(Data excerpts)

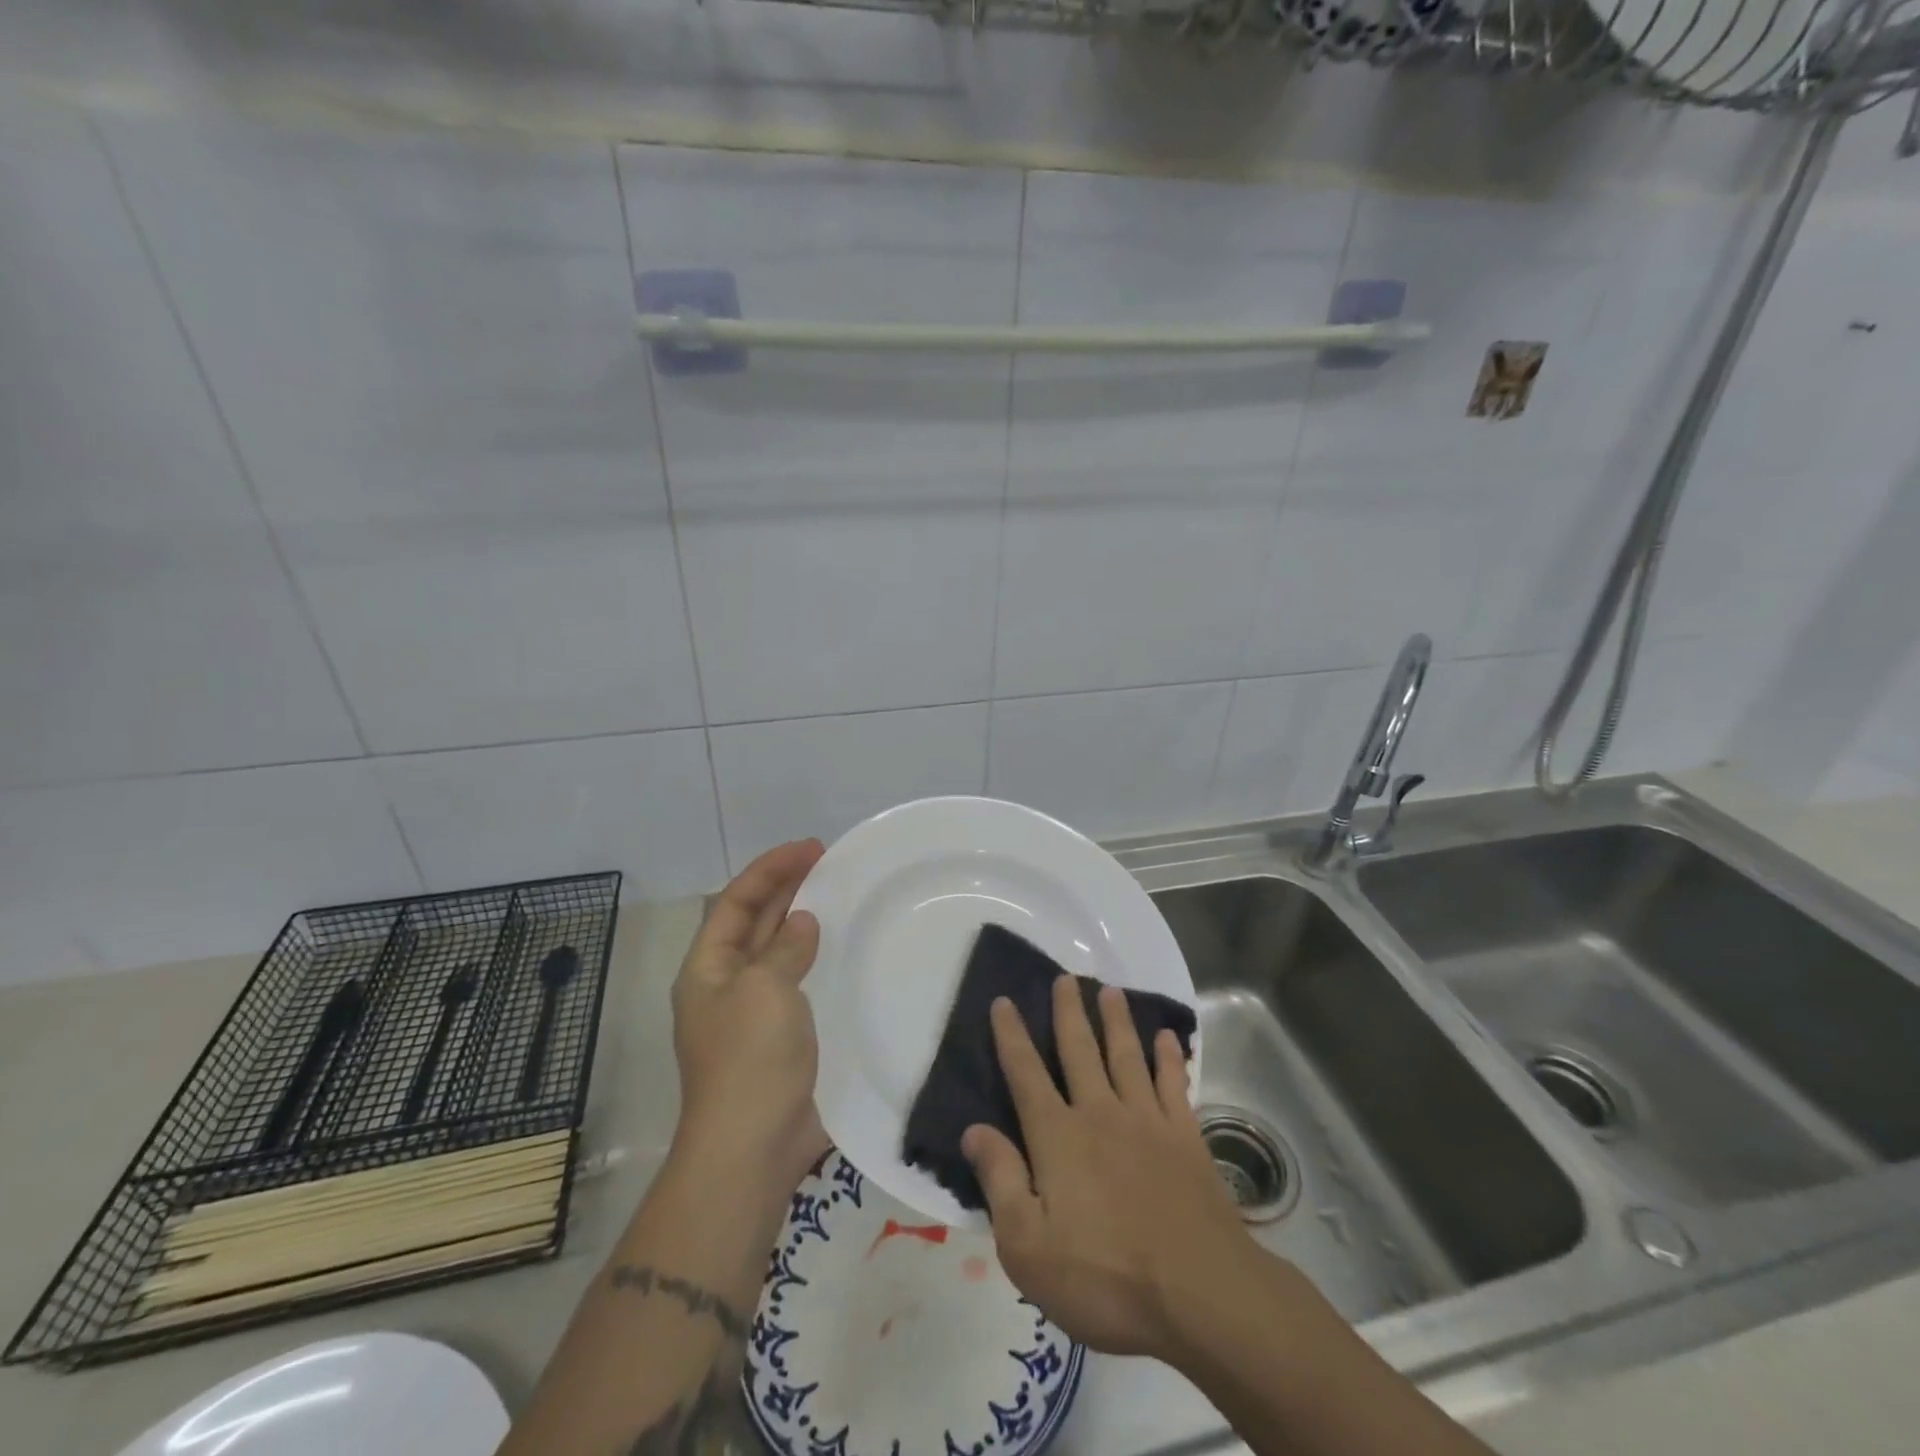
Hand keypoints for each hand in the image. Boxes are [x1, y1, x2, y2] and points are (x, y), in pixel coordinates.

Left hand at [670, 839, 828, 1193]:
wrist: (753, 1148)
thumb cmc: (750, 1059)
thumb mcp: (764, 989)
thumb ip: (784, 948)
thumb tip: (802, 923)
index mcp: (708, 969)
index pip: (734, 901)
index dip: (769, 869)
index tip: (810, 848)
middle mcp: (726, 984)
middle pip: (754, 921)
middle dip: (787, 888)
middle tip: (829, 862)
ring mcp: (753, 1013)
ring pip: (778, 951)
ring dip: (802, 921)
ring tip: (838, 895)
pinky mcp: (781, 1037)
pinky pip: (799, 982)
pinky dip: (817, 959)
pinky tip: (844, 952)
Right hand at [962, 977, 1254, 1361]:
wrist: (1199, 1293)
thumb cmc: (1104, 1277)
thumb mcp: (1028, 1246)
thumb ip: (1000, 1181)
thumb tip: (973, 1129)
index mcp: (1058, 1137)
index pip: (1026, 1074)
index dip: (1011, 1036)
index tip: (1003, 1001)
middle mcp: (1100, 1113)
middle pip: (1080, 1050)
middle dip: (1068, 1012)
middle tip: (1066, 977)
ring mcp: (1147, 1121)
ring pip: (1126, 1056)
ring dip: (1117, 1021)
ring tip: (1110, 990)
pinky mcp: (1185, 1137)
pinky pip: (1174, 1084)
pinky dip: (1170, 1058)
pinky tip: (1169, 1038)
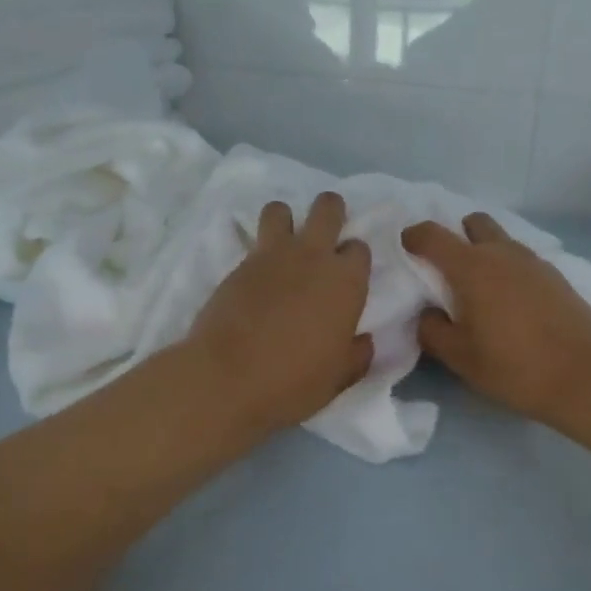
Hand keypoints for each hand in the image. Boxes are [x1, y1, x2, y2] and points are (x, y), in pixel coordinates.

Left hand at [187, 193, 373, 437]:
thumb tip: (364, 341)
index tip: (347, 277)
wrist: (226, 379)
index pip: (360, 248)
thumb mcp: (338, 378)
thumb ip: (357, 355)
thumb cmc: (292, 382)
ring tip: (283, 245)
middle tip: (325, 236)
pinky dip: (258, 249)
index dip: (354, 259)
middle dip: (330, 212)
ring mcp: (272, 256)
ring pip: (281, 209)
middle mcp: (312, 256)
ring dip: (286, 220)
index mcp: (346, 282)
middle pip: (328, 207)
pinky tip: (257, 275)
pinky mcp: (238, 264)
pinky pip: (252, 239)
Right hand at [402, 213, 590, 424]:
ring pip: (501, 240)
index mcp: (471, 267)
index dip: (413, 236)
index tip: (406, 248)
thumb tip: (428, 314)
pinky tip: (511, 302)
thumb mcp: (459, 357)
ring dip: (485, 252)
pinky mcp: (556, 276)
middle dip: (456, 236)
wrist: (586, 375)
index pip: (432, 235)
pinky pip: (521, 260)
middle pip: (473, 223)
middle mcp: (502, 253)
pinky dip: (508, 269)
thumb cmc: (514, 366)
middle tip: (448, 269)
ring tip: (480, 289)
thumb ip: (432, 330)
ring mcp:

• _YOUR ASSIGNMENT_: Output every record verbatim, skipping images.

• _REPLY_:
Hand keypoints for each hand in the image. Boxes are [x1, y1, x2, y2] and points are (x, y), in pixel coordinates.

Left hand at [670, 839, 828, 1193]:
wrist: (753, 1148)
thumb cmc: (750, 1059)
thumb mcp: (764, 989)
thumb ip: (784, 948)
thumb tip: (802, 923)
index mcp: (708, 969)
index pip: (734, 901)
index dip: (769, 869)
index tip: (810, 848)
middle mcp: (726, 984)
middle pip: (754, 921)
middle dip: (787, 888)
middle tip: (829, 862)
ring mcp: (753, 1013)
ring pip: (778, 951)
ring dip: (802, 921)
ring tip: (838, 895)
pinky mcp: (781, 1037)
pinky pip: (799, 982)
pinky dip: (817, 959)
pinky tip: (844, 952)
Right hand at [962, 977, 1254, 1361]:
wrist: (1199, 1293)
thumb cmc: (1104, 1277)
thumb mcp: (1028, 1246)
thumb ip: (1000, 1181)
thumb tip: (973, 1129)
index mcp: (1058, 1137)
index pip: (1026, 1074)
index dip: (1011, 1036)
index tip: (1003, 1001)
middle mcp: (1100, 1113)
middle pip: (1080, 1050)
middle dip: (1068, 1012)
middle tip: (1066, 977)
ring mcp: (1147, 1121)
ring pip: (1126, 1056)
ring dip: (1117, 1021)
ring tip: (1110, 990)
pinky mcp: (1185, 1137)
pinky pip: (1174, 1084)
pinky dip: (1170, 1058)
pinky tip: (1169, 1038)
Hand keypoints for each hand in the image. Boxes are [x1, y1, x2, y2] and points are (x, y), in pixel coordinates.

Left hand at [187, 193, 373, 437]:
thumb tip: (364, 341)
index tip: (347, 277)
wrist: (226, 379)
index pip: (360, 248)
thumb mcp: (338, 378)
thumb ip: (357, 355)
thumb cmc: (292, 382)
ring tip: (283, 245)
middle tip: (325, 236)
pinky dip: (258, 249)
index dip: (354, 259)
middle dip: (330, 212)
ring mcp: (272, 256)
ring pip: (281, 209)
middle mcp: (312, 256)
ring dip: (286, 220)
index mcp: (346, 282)
middle pip: (328, 207)
pinky tip: (257, 275)
pinky mcp: (238, 264)
pinky pip: (252, 239)
Right hand at [402, 213, 590, 424]:
ring pip: (501, 240)
index mcp: (471, 267)
index dip: (413, 236)
index tip: (406, 248)
thumb tip: (428, 314)
pinky tip: (511, 302)
thumb mcp: (459, 357)
ring dip: (485, 252)
pinky mcp: (556, 276)
middle dip: (456, 236)
wrist: (586, 375)
index pip: (432, 235)
pinky pip: (521, 260)
middle pip: (473, 223)
middle mcp: (502, 253)
pinky dip: (508, 269)
thumb cmc: (514, 366)
middle tip: (448, 269)
ring tip: (480, 289)
thumb ip: (432, 330)
ring mcp:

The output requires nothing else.